In reality, what they are dissatisfied with is not Ruby itself, but rather the poorly designed service that they suddenly had to maintain. (I live in Japan, so I am referring to Japanese workplaces and social media…)
@kojix2 Oh I see what you mean – I love Ruby and it has been my go-to so far but was really hoping Crystal would take its place for performance and maintainability reasons.
I think it’s very likely, although don’t know when.
For the issue in this discussion, I consider you are a bit too pessimistic, I’ve written many code in Crystal, but it doesn’t happen very often, in fact, It’s hard to write code like this, why you accept a nilable parameter for foo, but force invoke .not_nil! again as another not exists method args?
Basically, I’ve tried to understand what the problem is, but I don’t think it’s likely that so many things would happen together by chance too often.
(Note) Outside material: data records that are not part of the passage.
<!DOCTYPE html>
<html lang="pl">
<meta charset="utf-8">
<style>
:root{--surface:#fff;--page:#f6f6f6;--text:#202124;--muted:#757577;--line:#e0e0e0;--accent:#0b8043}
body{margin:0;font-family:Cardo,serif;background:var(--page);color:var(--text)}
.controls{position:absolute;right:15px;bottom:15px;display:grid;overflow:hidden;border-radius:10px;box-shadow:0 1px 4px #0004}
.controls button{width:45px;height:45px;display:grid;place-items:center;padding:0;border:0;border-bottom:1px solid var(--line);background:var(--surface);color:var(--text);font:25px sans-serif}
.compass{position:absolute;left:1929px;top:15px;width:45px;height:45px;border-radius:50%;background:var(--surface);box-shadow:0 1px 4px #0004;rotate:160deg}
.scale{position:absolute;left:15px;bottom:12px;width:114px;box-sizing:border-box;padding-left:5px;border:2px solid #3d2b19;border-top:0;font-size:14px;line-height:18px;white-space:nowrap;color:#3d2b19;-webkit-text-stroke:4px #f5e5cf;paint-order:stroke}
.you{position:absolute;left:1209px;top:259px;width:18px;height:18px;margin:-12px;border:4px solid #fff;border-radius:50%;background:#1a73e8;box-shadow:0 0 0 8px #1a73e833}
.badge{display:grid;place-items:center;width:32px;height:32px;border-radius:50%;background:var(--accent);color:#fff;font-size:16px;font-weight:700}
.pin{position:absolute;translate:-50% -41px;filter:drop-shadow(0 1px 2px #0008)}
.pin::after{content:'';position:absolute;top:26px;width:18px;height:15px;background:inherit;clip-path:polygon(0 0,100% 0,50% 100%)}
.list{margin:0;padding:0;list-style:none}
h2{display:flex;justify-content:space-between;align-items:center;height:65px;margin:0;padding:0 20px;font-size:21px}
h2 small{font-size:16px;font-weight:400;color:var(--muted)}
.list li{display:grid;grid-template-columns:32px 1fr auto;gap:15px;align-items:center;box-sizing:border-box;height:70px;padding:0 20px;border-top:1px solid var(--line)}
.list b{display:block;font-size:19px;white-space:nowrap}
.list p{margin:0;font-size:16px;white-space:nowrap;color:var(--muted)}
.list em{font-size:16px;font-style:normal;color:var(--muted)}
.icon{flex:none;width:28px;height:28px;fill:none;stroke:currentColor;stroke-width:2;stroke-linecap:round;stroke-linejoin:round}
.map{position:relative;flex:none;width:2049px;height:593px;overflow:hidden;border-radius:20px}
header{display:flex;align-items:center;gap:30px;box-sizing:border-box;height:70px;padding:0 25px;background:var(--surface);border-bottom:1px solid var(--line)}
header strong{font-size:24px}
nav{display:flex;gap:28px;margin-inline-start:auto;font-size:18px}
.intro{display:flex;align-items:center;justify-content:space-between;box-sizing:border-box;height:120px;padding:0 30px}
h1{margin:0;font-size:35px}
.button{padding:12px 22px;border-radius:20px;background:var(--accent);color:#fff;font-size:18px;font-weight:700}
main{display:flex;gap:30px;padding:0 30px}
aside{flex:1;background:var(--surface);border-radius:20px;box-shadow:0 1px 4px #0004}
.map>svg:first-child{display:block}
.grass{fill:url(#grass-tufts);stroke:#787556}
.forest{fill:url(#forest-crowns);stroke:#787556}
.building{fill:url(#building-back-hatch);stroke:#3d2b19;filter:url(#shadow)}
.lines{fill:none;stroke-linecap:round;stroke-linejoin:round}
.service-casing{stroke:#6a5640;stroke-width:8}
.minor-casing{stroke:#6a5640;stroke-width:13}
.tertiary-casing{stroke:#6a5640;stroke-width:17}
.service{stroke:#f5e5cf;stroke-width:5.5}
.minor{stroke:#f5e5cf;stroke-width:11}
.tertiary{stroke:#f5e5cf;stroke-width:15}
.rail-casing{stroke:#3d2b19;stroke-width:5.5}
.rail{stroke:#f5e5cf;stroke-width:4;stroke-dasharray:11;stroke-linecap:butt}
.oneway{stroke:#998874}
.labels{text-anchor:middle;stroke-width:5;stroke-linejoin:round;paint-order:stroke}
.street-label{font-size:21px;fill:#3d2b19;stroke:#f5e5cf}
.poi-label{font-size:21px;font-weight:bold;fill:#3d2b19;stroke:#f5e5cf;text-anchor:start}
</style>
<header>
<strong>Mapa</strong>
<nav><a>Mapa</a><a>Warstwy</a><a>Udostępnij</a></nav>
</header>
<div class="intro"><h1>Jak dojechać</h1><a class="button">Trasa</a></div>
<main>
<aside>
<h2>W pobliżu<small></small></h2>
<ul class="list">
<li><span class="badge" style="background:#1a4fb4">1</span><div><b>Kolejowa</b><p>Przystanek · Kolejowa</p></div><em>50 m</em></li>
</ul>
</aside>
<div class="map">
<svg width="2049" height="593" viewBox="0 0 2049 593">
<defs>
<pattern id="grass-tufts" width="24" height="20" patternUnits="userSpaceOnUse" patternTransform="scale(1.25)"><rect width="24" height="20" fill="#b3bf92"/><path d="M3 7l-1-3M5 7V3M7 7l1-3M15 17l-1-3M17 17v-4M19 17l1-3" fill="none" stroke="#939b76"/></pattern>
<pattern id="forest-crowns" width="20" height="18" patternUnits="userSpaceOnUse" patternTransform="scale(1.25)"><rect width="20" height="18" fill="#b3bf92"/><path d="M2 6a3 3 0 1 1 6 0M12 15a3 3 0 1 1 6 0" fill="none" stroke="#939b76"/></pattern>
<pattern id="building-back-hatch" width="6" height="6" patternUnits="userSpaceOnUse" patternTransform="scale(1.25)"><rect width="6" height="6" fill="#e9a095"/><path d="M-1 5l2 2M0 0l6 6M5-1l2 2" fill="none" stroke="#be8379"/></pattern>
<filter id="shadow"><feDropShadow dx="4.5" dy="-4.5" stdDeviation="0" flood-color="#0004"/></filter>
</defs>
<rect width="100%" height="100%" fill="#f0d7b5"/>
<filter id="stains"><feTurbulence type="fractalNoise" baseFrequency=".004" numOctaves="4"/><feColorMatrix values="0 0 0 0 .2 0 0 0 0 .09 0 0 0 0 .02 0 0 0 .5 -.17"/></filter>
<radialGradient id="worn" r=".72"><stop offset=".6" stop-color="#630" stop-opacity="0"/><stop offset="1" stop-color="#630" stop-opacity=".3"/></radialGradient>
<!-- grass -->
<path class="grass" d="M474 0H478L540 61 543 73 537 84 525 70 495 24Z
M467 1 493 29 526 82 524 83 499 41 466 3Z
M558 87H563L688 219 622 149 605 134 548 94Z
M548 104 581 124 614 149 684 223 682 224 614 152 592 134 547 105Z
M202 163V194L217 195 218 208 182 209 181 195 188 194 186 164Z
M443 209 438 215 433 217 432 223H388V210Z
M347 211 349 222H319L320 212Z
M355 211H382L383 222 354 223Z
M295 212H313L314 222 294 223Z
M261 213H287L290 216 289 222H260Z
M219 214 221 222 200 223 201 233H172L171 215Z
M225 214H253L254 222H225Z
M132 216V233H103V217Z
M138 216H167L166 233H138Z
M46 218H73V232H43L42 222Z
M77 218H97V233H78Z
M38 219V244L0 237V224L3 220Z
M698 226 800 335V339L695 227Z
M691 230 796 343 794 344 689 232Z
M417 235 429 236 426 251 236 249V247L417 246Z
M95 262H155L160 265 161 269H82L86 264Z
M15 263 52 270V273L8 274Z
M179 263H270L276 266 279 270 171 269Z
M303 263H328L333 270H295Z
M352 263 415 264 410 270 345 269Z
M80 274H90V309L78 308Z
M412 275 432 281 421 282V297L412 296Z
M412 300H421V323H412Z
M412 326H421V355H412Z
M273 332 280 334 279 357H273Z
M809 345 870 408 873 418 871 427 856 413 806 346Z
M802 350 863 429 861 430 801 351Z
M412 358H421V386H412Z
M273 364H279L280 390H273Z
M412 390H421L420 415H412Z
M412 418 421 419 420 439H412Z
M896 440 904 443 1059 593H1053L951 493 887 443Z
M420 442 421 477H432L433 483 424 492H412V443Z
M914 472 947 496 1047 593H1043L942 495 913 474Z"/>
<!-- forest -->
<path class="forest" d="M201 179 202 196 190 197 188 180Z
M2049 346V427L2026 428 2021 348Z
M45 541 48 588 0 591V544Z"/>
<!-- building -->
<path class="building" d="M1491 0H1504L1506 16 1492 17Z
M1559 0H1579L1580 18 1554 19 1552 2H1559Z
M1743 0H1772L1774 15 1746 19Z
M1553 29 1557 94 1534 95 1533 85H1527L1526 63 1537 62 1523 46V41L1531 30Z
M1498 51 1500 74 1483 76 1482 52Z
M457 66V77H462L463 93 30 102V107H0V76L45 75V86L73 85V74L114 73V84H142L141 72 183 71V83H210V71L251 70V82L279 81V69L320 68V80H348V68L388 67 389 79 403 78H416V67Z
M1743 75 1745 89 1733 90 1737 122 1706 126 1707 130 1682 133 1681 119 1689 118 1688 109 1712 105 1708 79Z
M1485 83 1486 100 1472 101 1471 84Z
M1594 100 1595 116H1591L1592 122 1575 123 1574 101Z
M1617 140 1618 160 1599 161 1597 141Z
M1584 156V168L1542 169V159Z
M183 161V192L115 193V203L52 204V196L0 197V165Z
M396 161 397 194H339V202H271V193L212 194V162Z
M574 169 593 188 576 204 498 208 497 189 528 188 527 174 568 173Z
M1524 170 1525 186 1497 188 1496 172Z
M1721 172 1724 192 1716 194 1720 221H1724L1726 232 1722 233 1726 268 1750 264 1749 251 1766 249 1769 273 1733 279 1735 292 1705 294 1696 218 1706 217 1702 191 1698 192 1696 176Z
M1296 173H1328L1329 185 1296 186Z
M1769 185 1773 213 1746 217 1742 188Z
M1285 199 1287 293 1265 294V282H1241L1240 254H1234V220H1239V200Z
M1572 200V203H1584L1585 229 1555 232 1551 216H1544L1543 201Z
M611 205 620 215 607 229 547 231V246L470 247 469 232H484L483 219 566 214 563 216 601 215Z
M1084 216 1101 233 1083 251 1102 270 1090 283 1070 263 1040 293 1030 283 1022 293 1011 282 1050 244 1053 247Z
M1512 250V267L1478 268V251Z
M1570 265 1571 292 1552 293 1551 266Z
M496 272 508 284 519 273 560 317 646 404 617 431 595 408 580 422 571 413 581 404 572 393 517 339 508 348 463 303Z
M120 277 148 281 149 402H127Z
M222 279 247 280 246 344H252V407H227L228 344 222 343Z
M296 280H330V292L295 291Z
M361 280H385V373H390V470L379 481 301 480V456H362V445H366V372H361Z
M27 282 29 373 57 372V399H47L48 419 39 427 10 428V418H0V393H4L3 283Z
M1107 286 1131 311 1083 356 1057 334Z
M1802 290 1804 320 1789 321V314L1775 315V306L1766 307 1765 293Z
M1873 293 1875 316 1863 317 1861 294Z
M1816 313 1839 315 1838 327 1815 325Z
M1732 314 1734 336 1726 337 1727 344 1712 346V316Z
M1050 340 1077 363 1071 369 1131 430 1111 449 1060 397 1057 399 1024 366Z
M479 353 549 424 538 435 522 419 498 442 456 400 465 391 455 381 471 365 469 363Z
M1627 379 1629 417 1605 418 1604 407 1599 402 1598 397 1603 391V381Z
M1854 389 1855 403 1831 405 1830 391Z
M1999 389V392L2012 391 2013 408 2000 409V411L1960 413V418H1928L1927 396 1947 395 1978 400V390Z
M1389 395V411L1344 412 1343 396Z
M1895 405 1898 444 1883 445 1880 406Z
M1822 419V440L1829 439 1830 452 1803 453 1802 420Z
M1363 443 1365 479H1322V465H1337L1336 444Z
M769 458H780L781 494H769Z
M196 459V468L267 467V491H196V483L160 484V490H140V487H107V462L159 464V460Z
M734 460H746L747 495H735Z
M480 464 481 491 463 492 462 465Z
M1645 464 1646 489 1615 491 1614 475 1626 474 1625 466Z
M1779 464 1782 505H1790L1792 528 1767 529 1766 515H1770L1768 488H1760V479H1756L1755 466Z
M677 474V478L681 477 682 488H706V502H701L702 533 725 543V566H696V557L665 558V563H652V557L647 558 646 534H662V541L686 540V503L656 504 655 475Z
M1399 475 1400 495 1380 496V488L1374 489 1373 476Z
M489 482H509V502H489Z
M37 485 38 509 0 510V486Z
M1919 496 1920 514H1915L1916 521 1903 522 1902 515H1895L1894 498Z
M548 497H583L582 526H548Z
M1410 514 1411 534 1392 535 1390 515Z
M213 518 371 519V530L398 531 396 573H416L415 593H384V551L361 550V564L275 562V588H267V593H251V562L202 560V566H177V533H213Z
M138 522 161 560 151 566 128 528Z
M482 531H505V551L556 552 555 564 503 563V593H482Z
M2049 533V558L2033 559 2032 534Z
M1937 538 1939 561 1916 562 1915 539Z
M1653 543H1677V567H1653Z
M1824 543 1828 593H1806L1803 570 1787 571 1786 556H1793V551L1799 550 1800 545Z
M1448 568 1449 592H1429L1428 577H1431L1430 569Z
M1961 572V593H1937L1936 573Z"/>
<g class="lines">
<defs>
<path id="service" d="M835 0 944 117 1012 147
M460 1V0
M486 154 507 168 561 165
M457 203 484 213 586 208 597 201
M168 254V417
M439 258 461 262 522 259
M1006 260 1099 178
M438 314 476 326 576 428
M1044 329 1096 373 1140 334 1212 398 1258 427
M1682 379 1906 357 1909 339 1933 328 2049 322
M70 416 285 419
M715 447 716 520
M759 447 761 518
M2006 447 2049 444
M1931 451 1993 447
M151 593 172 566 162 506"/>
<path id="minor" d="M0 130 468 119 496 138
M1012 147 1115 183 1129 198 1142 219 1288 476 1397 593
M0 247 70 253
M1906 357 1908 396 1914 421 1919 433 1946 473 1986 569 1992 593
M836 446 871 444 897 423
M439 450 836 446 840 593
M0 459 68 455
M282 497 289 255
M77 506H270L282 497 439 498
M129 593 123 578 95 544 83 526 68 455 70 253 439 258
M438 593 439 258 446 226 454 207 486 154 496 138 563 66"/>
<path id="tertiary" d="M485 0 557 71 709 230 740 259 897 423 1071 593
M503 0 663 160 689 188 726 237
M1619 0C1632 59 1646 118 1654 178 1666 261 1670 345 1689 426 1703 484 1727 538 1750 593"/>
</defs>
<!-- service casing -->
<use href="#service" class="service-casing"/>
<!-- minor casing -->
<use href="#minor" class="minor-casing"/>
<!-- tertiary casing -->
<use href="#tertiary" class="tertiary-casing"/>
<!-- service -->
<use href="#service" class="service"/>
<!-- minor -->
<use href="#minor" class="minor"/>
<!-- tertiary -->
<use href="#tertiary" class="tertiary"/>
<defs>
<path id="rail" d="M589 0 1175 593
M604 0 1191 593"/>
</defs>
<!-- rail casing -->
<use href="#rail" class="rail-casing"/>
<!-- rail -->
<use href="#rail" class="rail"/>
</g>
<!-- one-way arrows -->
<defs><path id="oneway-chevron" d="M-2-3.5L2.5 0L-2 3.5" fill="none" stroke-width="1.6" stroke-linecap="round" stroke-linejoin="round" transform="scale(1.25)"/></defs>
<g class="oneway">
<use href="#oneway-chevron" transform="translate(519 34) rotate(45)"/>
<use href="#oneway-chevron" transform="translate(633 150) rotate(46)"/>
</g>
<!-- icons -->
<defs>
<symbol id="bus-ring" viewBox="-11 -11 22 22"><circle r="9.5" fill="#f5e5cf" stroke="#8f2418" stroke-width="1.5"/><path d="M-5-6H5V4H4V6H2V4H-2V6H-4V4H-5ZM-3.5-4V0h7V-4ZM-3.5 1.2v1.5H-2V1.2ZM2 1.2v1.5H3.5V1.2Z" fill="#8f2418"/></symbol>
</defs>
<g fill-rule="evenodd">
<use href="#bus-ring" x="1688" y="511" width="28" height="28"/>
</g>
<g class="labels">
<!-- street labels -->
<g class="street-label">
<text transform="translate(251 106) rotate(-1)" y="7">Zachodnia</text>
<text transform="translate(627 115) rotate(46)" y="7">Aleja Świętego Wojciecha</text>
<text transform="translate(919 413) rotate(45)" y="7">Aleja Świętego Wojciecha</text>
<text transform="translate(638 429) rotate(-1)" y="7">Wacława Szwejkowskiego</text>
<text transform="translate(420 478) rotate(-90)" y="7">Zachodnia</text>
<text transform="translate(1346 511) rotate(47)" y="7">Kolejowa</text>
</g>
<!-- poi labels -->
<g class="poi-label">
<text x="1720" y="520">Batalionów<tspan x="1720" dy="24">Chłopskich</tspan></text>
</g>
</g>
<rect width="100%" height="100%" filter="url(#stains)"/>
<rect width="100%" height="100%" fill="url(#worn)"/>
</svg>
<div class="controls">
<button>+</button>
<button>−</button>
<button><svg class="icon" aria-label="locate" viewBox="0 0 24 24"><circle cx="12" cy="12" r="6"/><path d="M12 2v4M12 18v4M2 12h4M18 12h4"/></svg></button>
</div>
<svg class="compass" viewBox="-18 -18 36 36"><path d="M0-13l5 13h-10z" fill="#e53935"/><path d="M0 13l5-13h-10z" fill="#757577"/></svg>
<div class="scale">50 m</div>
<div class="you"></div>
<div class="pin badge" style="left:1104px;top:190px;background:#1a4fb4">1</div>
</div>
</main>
@zw963 I hear you but unfortunately the reason behind this post is because I ran into this issue real hard!
Just as a footnote: if you ran ameba it would tell you not to use not_nil! :-D
Not sure if the above was said in jest but a quick search on my project directory reveals a number of occurrences of not_nil! not just in the code I’ve inherited but in well known shards including aws, redis, crinja and pg too! I believe at this point I’ve nothing more to add and so will let the others with more experience and know-how decide what they want to make of it. I wish I could contribute a patch but I’m no compiler developer. Thanks!
not_nil! in general is a bad idea, you are telling the compiler to ignore the possibility of the var being nil but sometimes it’s practical.